The Packers are headed for a dead end, and Rodgers needs to move on after this season. That’s not an overreaction from Week 1, after which it’s important for bettors to resist knee-jerk reactions and attempt to separate fact from fiction in search of truths:

— The truth is quarterback Josh Allen will rebound and the Bills will be fine.

Allen was sacked three times and lost a fumble as Buffalo let a 10-0 halftime lead slip away in a 23-16 loss to the Steelers. The game was won by Pittsburgh’s defense and special teams, with the turning point coming on a blocked punt for a touchdown early in the fourth quarter.

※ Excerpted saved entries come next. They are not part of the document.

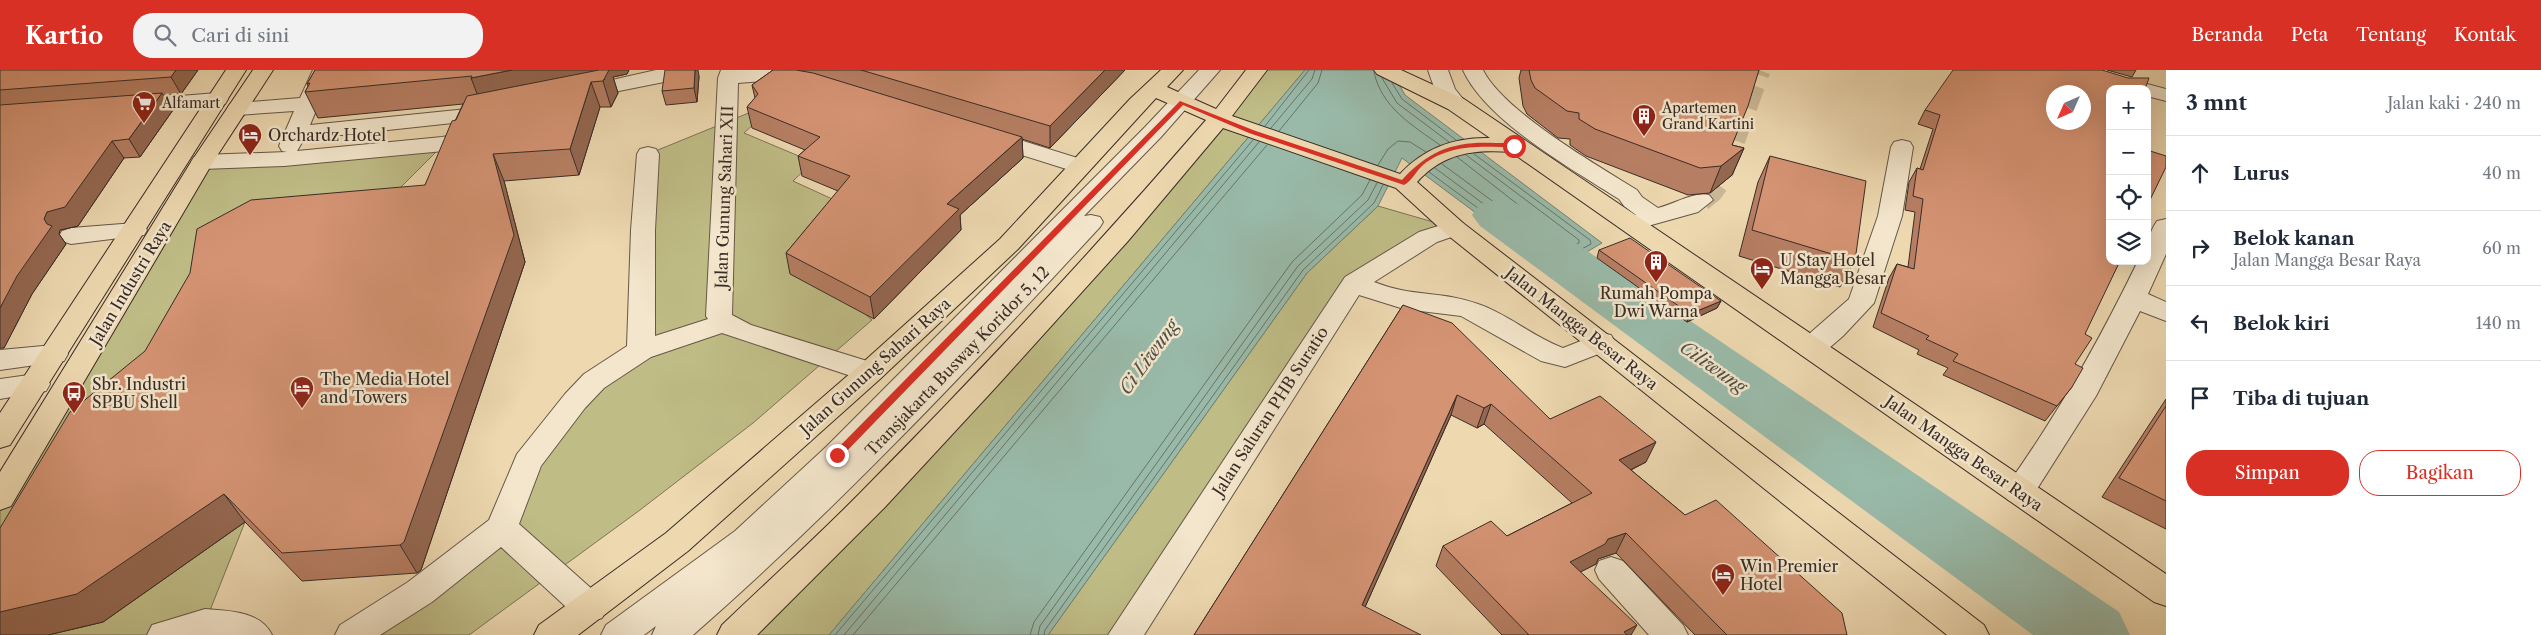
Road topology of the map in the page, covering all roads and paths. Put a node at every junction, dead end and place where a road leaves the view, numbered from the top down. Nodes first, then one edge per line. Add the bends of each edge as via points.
1 (236, 70) edge
2 (263, 70) edge
3 (322, 70) edge
4 (666, 70) edge
5 (1173, 70) edge
6 (1210, 70) edge
7 (1228, 70) edge
8 (1257, 70) edge
9 (1384, 70) edge
10 (1438, 70) edge
11 (1473, 70) edge
12 (730, 74) edge
13 (647, 75) edge
14 (822, 86) edge
15 (1154, 89) junction
16 (2151, 91) edge
17 (2166, 95) edge
18 (562, 96) edge
19 (227, 104) junction
20 (309, 104) junction
21 (1456, 104) junction
22 (514, 106) edge
23 (108, 108) edge
24 (1209, 114) junction
25 (467, 115) junction
26 (965, 130) edge
27 (296, 133) junction
28 (1514, 146) junction
29 (1902, 147) dead end
30 (648, 154) dead end
31 (284, 159) junction
32 (202, 162) junction
33 (1079, 166) junction
34 (1411, 185) junction
35 (1701, 200) tunnel mouth
36 (1624, 212) junction
37 (2166, 226) edge
38 (1454, 228) junction
39 (135, 230) junction
40 (71, 236) dead end
41 (1354, 283) junction
42 (2136, 298) junction
43 (2166, 312) edge
44 (724, 323) junction
45 (1601, 342) junction
46 (1811, 348) junction
47 (642, 350) junction
48 (54, 354) junction
49 (0, 360) edge
50 (870, 372) junction
51 (36, 384) junction
52 (0, 389) edge
53 (0, 437) edge
54 (2019, 492) junction
55 (0, 498) edge
56 (502, 528) junction
57 (1611, 570) dead end
58 (2166, 592) edge
59 (590, 608) junction
60 (164, 635) edge
61 (255, 635) edge
62 (352, 635) edge
63 (552, 635) edge
64 (618, 635) edge
65 (670, 635) edge
66 (734, 635) edge
67 (1125, 635) edge
68 (1671, 635) edge
69 (1972, 635) edge

1 - 19 main road, Jalan Industri Raya
2 - 19 main road, Jalan Industri Raya
3 - 20 street
4 - 13 street via 664,76
5 - 15 main road, Jalan Gunung Sahari Raya
6 - 24 street, Transjakarta Busway Koridor 5, 12
7 - 24 street, Transjakarta Busway Koridor 5, 12
8 - 24 main road
9 - 21 main road, Jalan Mangga Besar Raya
10 - 21 street via 1445,90
11 - 36 street via 1481,86 1527,128 1629,195
12 - 14 street via 781,77
12 - 44 street, Jalan Gunung Sahari XII via 719,316
13 - 18 street
15 - 24 main road, Jalan Mangga Besar Raya
15 - 33 main road, Jalan Gunung Sahari Raya
16 - 17 street
19 - 20 street
19 - 23 street
19 - 32 main road, Jalan Industri Raya
19 - 39 main road, Jalan Industri Raya
20 - 27 street
21 - 28 main road, Jalan Mangga Besar Raya
22 - 25 street
24 - 34 main road, Jalan Mangga Besar Raya
24 - 64 street, Transjakarta Busway Koridor 5, 12 via 746,540
24 - 65 street, Transjakarta Busway Koridor 5, 12 via 856,464 758,558
24 - 66 main road via 1112,243 874,500
25 - 27 street
25 - 31 street via 457,140 444,144
26 - 33 street
27 - 31 street
28 - 34 main road via 1476,144 1440,152
28 - 36 main road, Jalan Mangga Besar Raya
29 - 46 street via 1890,216 1861,303
30 - 47 street via 643,230
31 - 32 street
32 - 55 main road, Jalan Industri Raya
33 - 50 main road, Jalan Gunung Sahari Raya via 1008,244
34 - 38 main road, Jalan Mangga Besar Raya
35 - 36 street via 1690,207 1655,217
36 - 46 main road, Jalan Mangga Besar Raya
37 - 42 street
38 - 41 street, Jalan Saluran PHB Suratio via 1428,237
38 - 45 main road, Jalan Mangga Besar Raya
39 - 40 street
39 - 48 main road, Jalan Industri Raya
41 - 45 street via 1389,298 1456,305 1551,354 1565,358
41 - 67 street, Jalan Saluran PHB Suratio
42 - 43 street
42 - 54 street via 2062,430
44 - 47 street
44 - 50 street
45 - 69 main road, Jalan Mangga Besar Raya
46 - 54 main road, Jalan Mangga Besar Raya
47 - 56 street via 594,381 575,401 528,462
48 - 49 street
48 - 51 main road, Jalan Industri Raya
50 - 59 main road, Jalan Gunung Sahari Raya via 677,542
51 - 52 street
51 - 53 main road, Jalan Industri Raya
54 - 58 main road, Jalan Mangga Besar Raya
56 - 59 street
56 - 62 street via 420,592
57 - 68 street
59 - 63 main road, Jalan Gunung Sahari Raya
60 - 61 street via 205,623 237,626

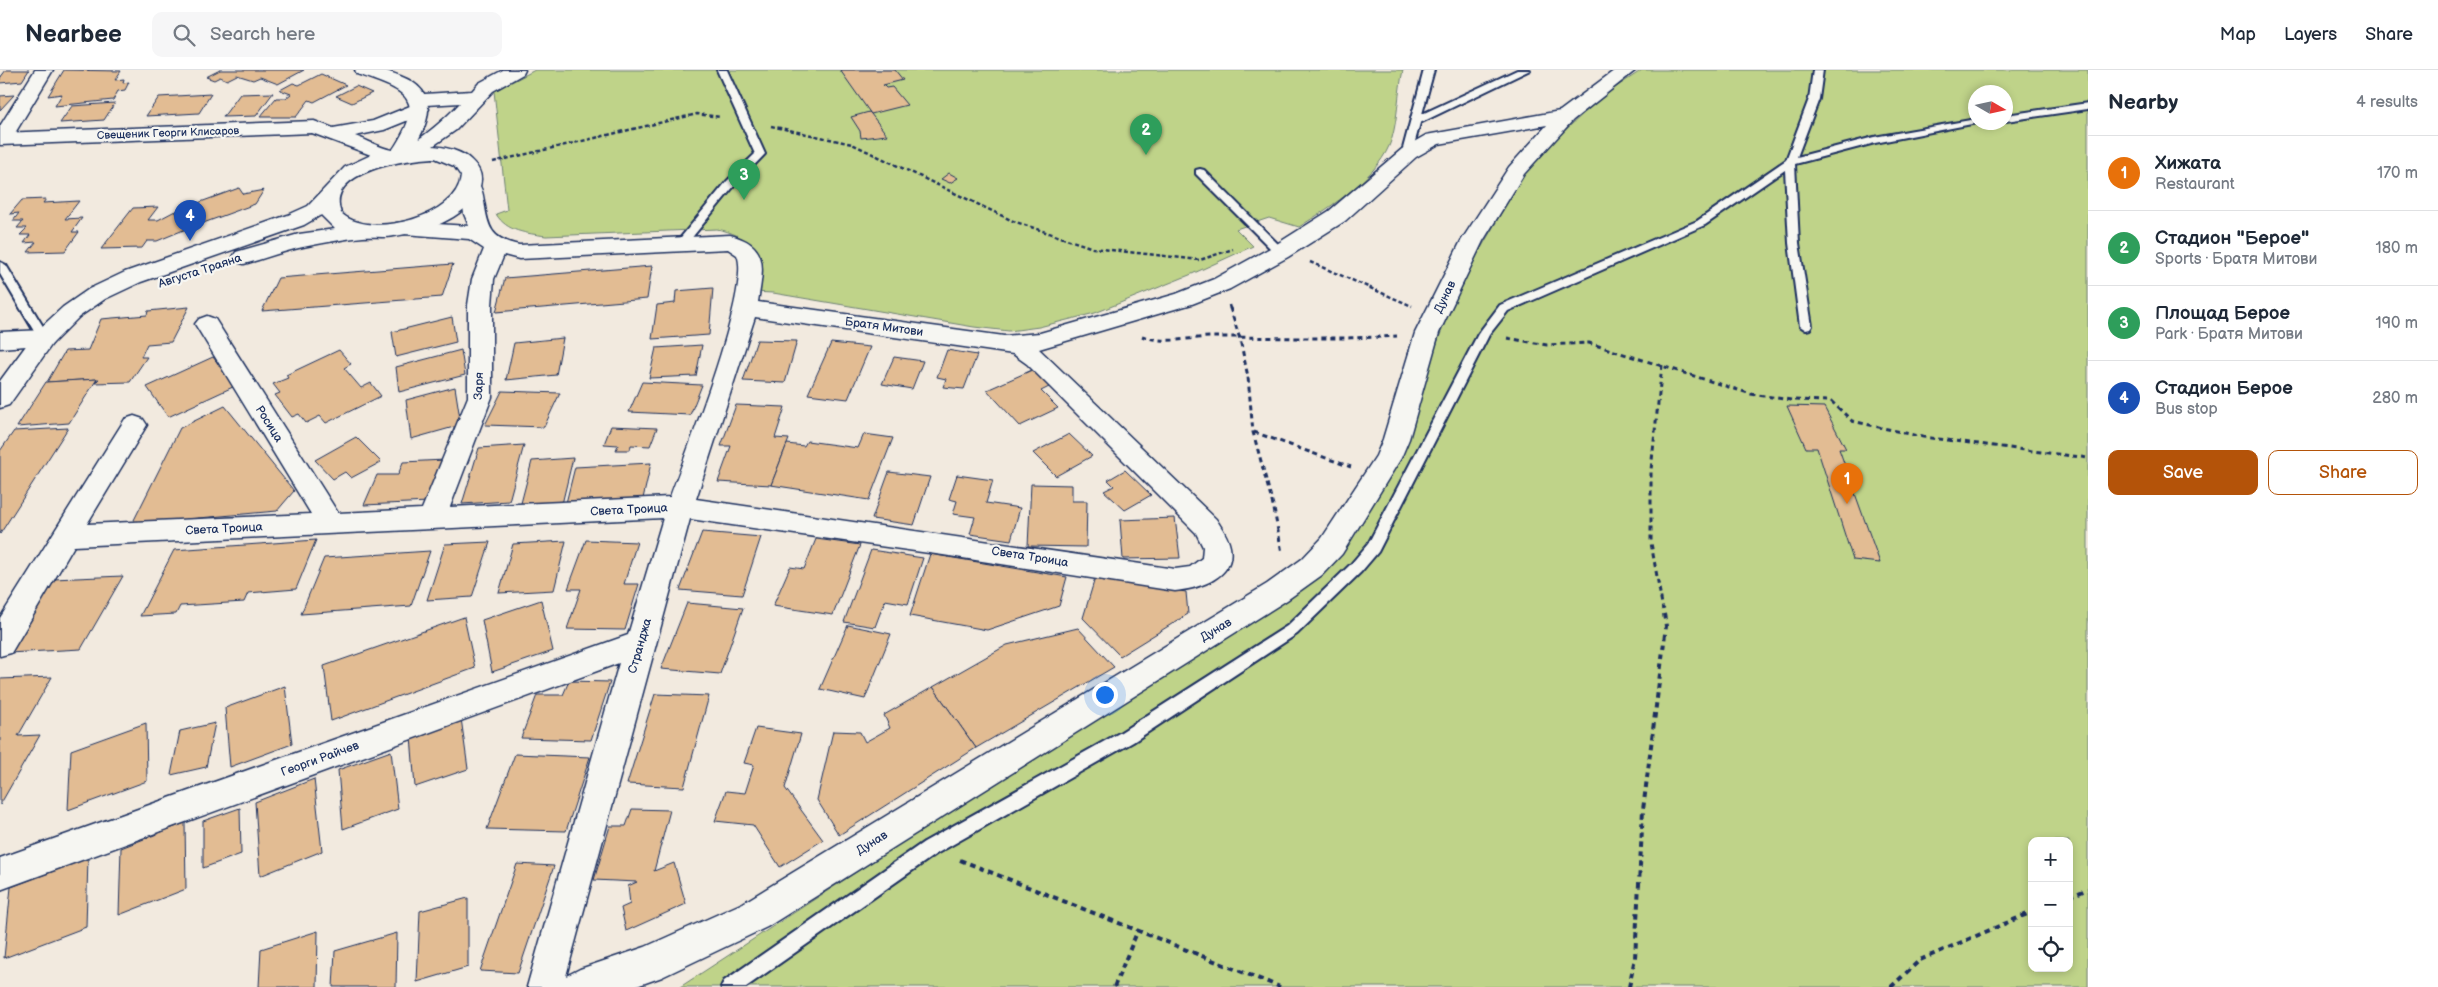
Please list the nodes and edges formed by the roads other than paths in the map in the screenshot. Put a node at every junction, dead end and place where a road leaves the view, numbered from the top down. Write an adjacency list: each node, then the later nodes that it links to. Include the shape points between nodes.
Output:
1 (44, 70): 18 (street)
2 (364, 70): 11 (street, via 402,84 414,94)
3 (516, 70): 9 (street)
4 (722, 70): 28 (lane, via 760,154 731,183)
5 (1429, 70): 15 (lane)
6 (1525, 70): 15 (lane)
7 (1626, 70): 13 (street, Дунав)
8 (1818, 70): 21 (lane, via 1814,99)
9 (496, 75): 10 (street)
10 (470, 103): 11 (street, via 436,100); 19 (street, via 449,126); 23 (street, via 462,128)
11 (417, 104): 17 (street, via 377,126); 19 (street, via 416,129)
12 (2088, 106): 14 (lane)
13 (1566, 116): 20 (street, via 1439,137); 47 (street, Дунав, via 1516,171 1472,241 1431,325 1396,439 1377,476 1332,546 1312,567 1277,592 762,911 656,961)
14 (2013, 117)
15 (1414, 122): 20 (lane)
16 (1968, 124): 21 (lane, via 1874,140)
17 (335, 134): 18 (street, Свещеник Георги Клисаров, via 302,127); 19 (street, Свещеник Георги Клисаров); 24 (street, via 341,154)
18 (1, 140)
19 (400, 154): 23 (street, via 447,154 456,157); 24 (street, Августа Траяна, via 363,166)
20 (1406, 156): 29 (street, via 1355,202)
21 (1790, 162): 33 (lane, via 1794,243); 49 (lane, via 1701,223 1504,308 1484,334 1376,543 1356,568 1292,630 1127,737 930,848)
22 (1200, 172): 29 (lane)
23 (470, 177): 25 (street, via 462,200 446,212); 27 (street, via 474,214)
24 (335, 189): 26 (street, via 329,208 335,219 347,226); 34 (street, Августа Траяна, via 315,210 296,220 111,286 71,312)
25 (404, 228): 26 (street); 27 (street, via 474,233)
26 (366, 230): 34 (street, Августа Траяна, via 284,244 137,292 74,317)
27 (490, 242): 28 (street, via 510,251 525,252); 40 (street, Заря, via 480,306 480,397)
28 (681, 244): 31 (street, via 730,242 746,248 752,262)
29 (1280, 252): 36 (street, via 1209,290 1033,342)
30 (0, 265): 34 (lane)
31 (746, 308): 36 (street, Братя Митови); 39 (street, Странджа)
32 (207, 324): 41 (street, Росица)
33 (1806, 326)
34 (44, 338): 35 (street); 37 (street, Августа Траяна)
35 (0, 340)
36 (1002, 343): 43 (street, Братя Митови, via 1021,348 1036,358 1210,532 1216,550 1214,565 1203,575)
37 (0, 399)
38 (134, 425): 42 (street)
39 (680, 507): 40 (street, Света Троица); 43 (street, Света Троица); 44 (street, Странджа)
40 (432, 519): 41 (street, Света Троица)
41 (330, 524): 42 (street, Света Троица)
42 (66, 536): 45 (street)
43 (1188, 580)
44 (640, 643): 46 (street, Георги Райчев); 48 (street, Странджа)
45 (0, 644)
46 (0, 874)
47 (589, 985)
48 (545, 987)
49 (730, 987)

The Bills finished with a 371-252 advantage in total yards and held the Steelers to 75 rushing yards. The betting public piled on the 6.5-point home favorite, and the result made the day for bookmakers.

“The outright win by the Steelers was our biggest win in a long time,” Kornegay said. “We have not seen a winning number of that size in an NFL game in at least a few years. There were so many people on the Bills, and all of the moneyline parlays and teasers went down. There could be overreactions to the Steelers-Bills game. The Bills are still going to be very good.”

— The truth is rookie quarterback Trevor Lawrence is legit, but the Jaguars are the worst team in the league.

There will be good and bad from Lawrence, who passed for 332 yards with three touchdowns and three interceptions, and he will do enough to win a few games. But Jacksonville is not going Over its posted season win total of 6.5, not after getting trashed 37-21 by the Texans, who were power-rated No. 32 before Week 1. Urban Meyer has a lot to learn about the NFL, and he’s not coaching a roster full of five-star recruits with Northwestern and Rutgers on the schedule. If you’re betting on Meyer to work a miracle, you’re a fool.

— The truth is the Bears and Falcons are almost as bad as the Jaguars and Texans. Chicago needs to move on from Andy Dalton and start its future with rookie Justin Fields as soon as possible. Atlanta is a hopeless case because Arthur Smith was a bad coaching hire and the franchise has no quarterback of the future.

— The truth is Cardinals quarterback Kyler Murray is in the MVP race.

BetMGM lists the Chiefs’ Patrick Mahomes as the + 550 favorite, with Murray the second choice at 9-1. It’s an overreaction to put Murray in front of Tom Brady, Matthew Stafford, Russell Wilson, Allen and Rodgers, but Murray will put up big numbers, and he threw four touchdown passes against the Titans in a 38-13 win. Tennessee is still a playoff contender, though it’s not a team I like.

“I think a lot of people might overreact to the Cardinals’ win,” Kornegay said.

Another truth: Murray is not worth a bet at single-digit odds, yet the Saints’ Winston is worth a look at 25-1.

— The truth is Jalen Hurts shows more promise than Daniel Jones.

While the quarterbacks for the Eagles and Giants have lots of skeptics, Hurts might have more upside. He compiled 326 total yards (264 passing, 62 rushing) in Philadelphia’s 32-6 win at Atlanta. Jones has had more time to prove something but shows little progress, and Giants offensive coordinator Jason Garrett lacks the imagination to get Jones to the next level.

— The truth is too many bettors will jump to conclusions from Week 1 and bet accordingly in Week 2, when contrarian thinking is a smarter approach.

“Bettors typically overbet Week 1 because they are anxious,” Magliulo said, “and the other thing they do is overreact.”